[Data items]

------------------------------------------------------------

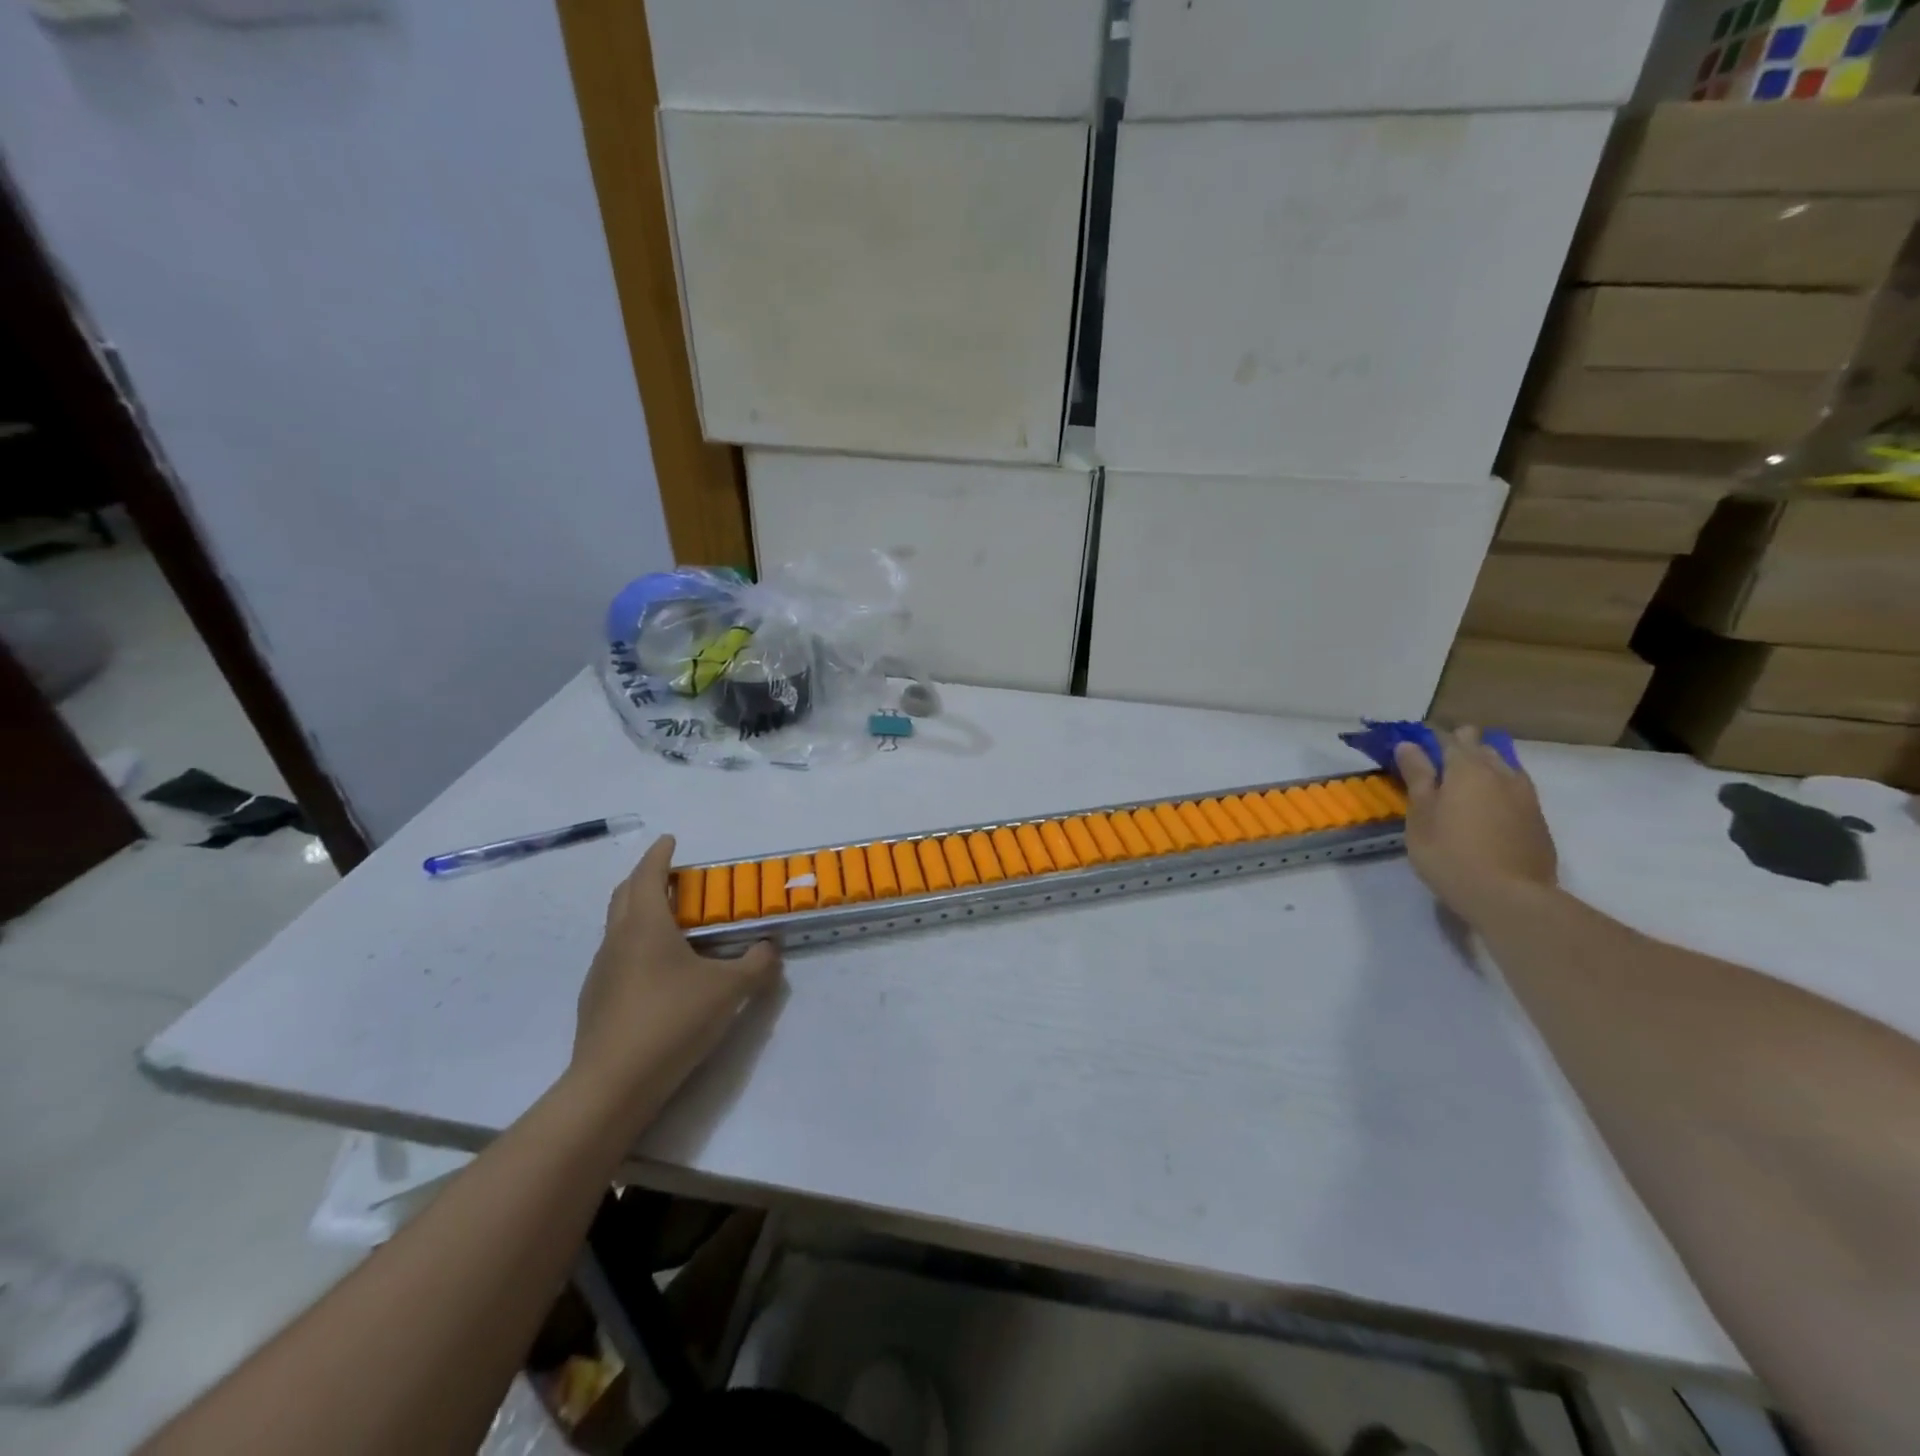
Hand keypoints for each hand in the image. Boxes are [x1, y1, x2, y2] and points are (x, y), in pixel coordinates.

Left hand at [569, 835, 781, 1112]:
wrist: (613, 1085)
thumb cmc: (672, 1020)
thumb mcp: (729, 990)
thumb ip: (756, 964)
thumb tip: (770, 949)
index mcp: (645, 925)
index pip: (648, 874)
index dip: (660, 854)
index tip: (670, 840)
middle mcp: (617, 940)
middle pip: (625, 894)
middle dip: (646, 877)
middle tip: (673, 877)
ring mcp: (601, 971)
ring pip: (617, 926)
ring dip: (640, 912)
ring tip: (670, 923)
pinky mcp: (596, 1000)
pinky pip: (617, 956)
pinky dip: (636, 946)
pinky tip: (657, 971)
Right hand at [1394, 726, 1557, 926]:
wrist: (1510, 896)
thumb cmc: (1450, 854)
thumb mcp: (1421, 815)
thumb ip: (1417, 777)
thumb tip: (1408, 745)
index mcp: (1467, 768)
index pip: (1448, 738)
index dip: (1430, 738)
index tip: (1413, 747)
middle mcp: (1500, 773)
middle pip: (1480, 746)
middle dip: (1459, 747)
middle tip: (1435, 767)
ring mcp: (1525, 794)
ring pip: (1502, 765)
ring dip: (1482, 766)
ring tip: (1462, 784)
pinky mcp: (1537, 817)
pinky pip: (1515, 787)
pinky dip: (1498, 787)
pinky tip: (1487, 806)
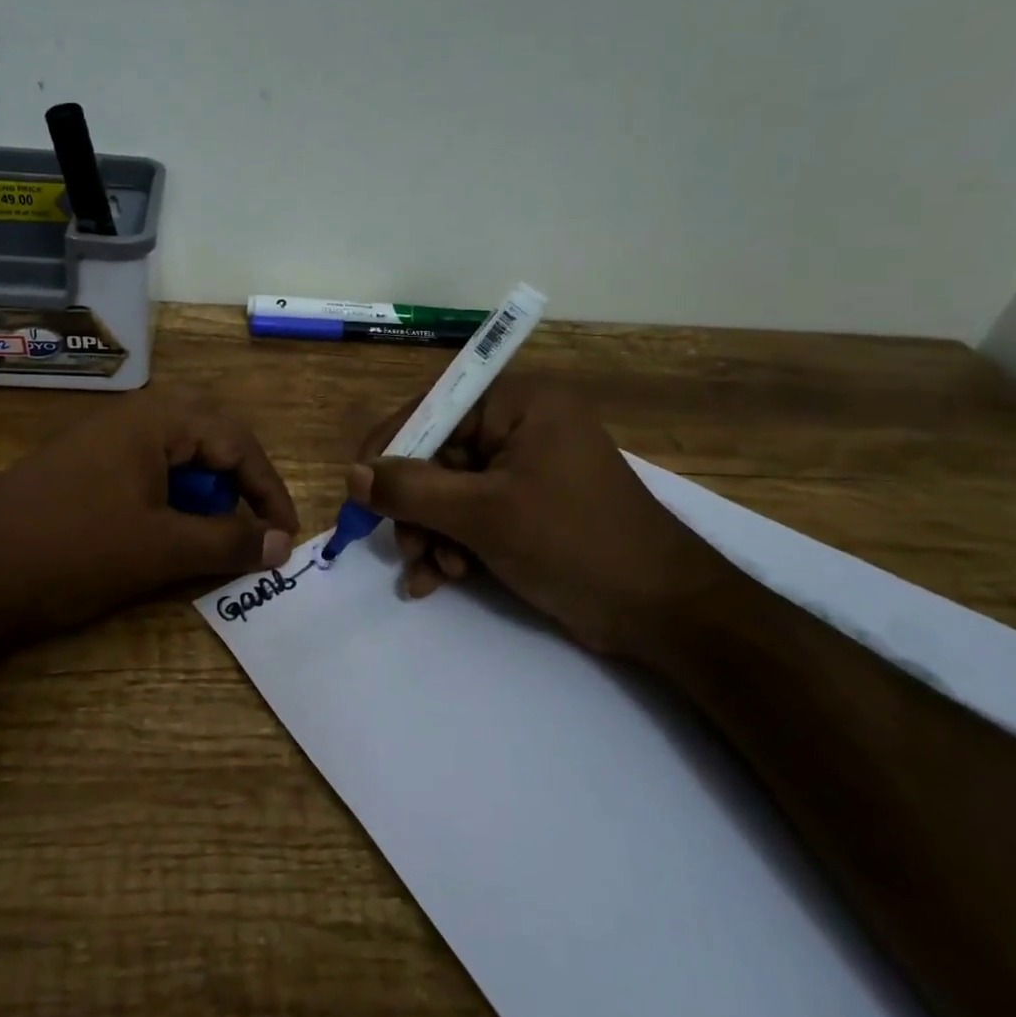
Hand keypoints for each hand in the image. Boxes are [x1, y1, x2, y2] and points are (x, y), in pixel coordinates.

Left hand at [0, 393, 298, 641]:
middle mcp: (133, 414)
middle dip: (238, 482)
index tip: (286, 535)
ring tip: (208, 532)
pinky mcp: (84, 463)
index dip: (268, 490)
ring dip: (204, 489)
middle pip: (210, 437)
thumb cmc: (75, 549)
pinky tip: (163, 529)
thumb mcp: (161, 549)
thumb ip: (227, 541)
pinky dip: (170, 496)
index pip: (237, 441)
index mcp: (156, 418)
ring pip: (177, 453)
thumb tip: (282, 544)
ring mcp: (103, 437)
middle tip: (252, 525)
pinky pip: (146, 467)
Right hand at [348, 373, 731, 657]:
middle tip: (407, 548)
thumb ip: (411, 491)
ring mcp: (525, 469)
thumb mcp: (484, 515)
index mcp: (519, 403)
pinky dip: (452, 545)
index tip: (357, 488)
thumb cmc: (575, 544)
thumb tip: (351, 474)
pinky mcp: (528, 507)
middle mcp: (520, 426)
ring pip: (450, 492)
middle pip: (438, 456)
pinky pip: (472, 515)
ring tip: (434, 573)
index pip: (434, 407)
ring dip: (432, 533)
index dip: (391, 447)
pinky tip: (439, 581)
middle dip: (417, 508)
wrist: (664, 613)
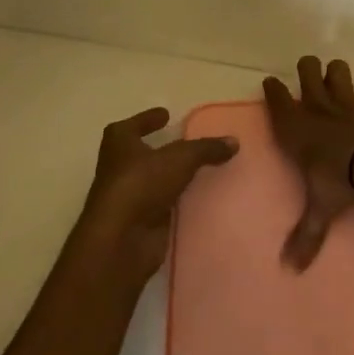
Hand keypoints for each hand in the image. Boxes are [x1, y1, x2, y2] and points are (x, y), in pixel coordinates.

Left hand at [74, 107, 238, 284]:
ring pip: (153, 181)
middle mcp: (119, 167)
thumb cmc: (142, 184)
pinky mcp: (140, 221)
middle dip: (160, 149)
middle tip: (186, 142)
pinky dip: (177, 201)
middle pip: (141, 153)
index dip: (147, 119)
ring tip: (199, 170)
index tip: (165, 114)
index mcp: (119, 143)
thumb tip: (234, 141)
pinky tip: (197, 198)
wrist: (122, 239)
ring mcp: (129, 196)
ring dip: (170, 177)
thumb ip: (206, 148)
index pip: (132, 125)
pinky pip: (163, 205)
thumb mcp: (180, 158)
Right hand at [263, 57, 353, 270]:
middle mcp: (318, 110)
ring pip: (339, 73)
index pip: (277, 100)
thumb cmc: (337, 180)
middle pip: (308, 73)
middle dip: (307, 70)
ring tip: (338, 77)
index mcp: (296, 128)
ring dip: (338, 73)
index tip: (270, 83)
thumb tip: (290, 270)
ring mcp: (348, 104)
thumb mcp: (318, 208)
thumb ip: (305, 236)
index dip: (273, 89)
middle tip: (308, 74)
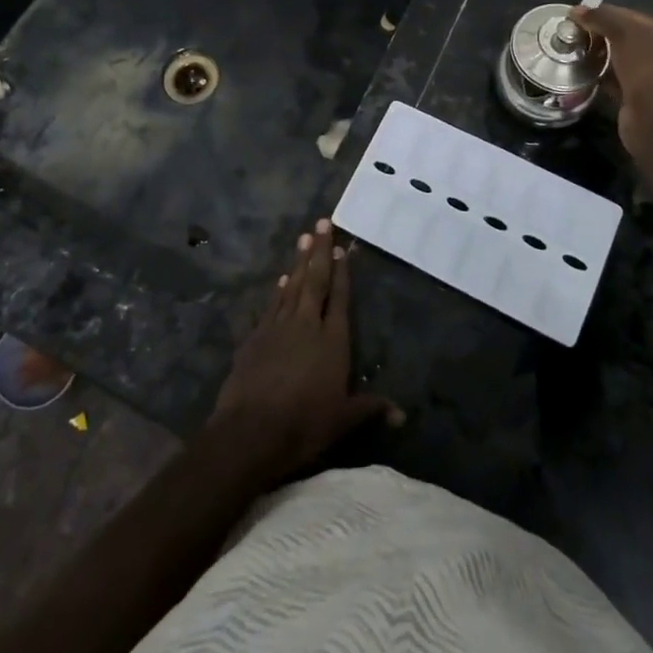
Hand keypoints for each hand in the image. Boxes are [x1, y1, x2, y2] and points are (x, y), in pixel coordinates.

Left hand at [210, 219, 401, 481]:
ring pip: (292, 286)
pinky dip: (277, 289)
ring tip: (304, 236)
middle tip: (322, 221)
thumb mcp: (343, 420)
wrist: (250, 431)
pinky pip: (271, 304)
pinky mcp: (255, 336)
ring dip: (299, 261)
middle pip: (315, 281)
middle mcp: (307, 325)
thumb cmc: (304, 425)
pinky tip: (281, 278)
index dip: (343, 273)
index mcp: (332, 341)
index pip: (340, 299)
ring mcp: (278, 327)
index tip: (343, 248)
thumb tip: (402, 414)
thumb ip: (370, 409)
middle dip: (320, 250)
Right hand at [572, 3, 652, 158]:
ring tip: (573, 52)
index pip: (631, 16)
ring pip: (619, 60)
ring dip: (599, 56)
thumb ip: (601, 18)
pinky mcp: (636, 98)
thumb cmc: (645, 66)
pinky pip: (614, 81)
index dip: (604, 13)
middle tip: (572, 34)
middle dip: (600, 35)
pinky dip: (600, 76)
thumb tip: (576, 10)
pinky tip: (582, 73)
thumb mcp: (624, 33)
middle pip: (625, 38)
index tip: (577, 16)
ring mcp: (650, 78)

------------------------------------------------------------

# YOUR GOAL
Leave out every line above except those from the line with "index mcp: (156, 418)" up to and including the line with "pinky pip: (472, 515)", and copy those exactly.

# ANSWER BELOW
index mcp: (156, 418)
ring pip: (177, 453)
thumb tip: (282, 544)
ring mcp: (103, 437)
middle tip: (252, 525)
pinky pip: (146, 467)
Right hand at [348, 373, 731, 657]:
middle tip: (407, 548)
thumb ip: (411, 491)
ring mcp: (525, 469)
thumb mcp: (484, 515)
index mcp: (519, 403)
pinky dip: (452, 545)
index tip: (357, 488)
thumb cmc: (575, 544)
thumb tip: (351, 474)
pinky mcp: (528, 507)
middle mcp: (520, 426)
ring pip: (450, 492)
middle pip: (438, 456)
pinky pip: (472, 515)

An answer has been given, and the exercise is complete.